To do - The full listing should be transcribed verbatim.
--- Given information ---
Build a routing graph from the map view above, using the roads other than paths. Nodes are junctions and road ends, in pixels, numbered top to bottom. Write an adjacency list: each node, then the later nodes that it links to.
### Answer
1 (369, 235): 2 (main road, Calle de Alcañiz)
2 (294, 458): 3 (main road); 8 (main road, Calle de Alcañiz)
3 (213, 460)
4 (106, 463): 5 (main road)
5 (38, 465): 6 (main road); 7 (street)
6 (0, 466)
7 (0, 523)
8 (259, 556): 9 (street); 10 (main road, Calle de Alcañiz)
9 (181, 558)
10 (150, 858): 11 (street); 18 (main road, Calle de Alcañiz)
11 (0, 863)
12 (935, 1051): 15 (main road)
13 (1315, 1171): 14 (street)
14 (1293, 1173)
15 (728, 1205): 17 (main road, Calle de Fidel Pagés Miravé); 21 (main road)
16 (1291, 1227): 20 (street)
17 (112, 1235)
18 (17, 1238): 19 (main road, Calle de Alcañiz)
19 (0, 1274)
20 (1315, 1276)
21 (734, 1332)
---
Exercise solution -
Build a routing graph from the map view above, using the roads other than paths. Nodes are junctions and road ends, in pixels, numbered top to bottom. Write an adjacency list: each node, then the later nodes that it links to.
### Answer
1 (369, 235): 2 (main road, Calle de Alcañiz)
2 (294, 458): 3 (main road); 8 (main road, Calle de Alcañiz)
3 (213, 460)
4 (106, 463): 5 (main road)
5 (38, 465): 6 (main road); 7 (street)
6 (0, 466)
7 (0, 523)
8 (259, 556): 9 (street); 10 (main road, Calle de Alcañiz)
9 (181, 558)
10 (150, 858): 11 (street); 18 (main road, Calle de Alcañiz)
11 (0, 863)
12 (935, 1051): 15 (main road)
13 (1315, 1171): 14 (street)
14 (1293, 1173)
15 (728, 1205): 17 (main road, Calle de Fidel Pagés Miravé); 21 (main road)
16 (1291, 1227): 20 (street)
17 (112, 1235)
18 (17, 1238): 19 (main road, Calle de Alcañiz)
19 (0, 1274)
20 (1315, 1276)
21 (734, 1332)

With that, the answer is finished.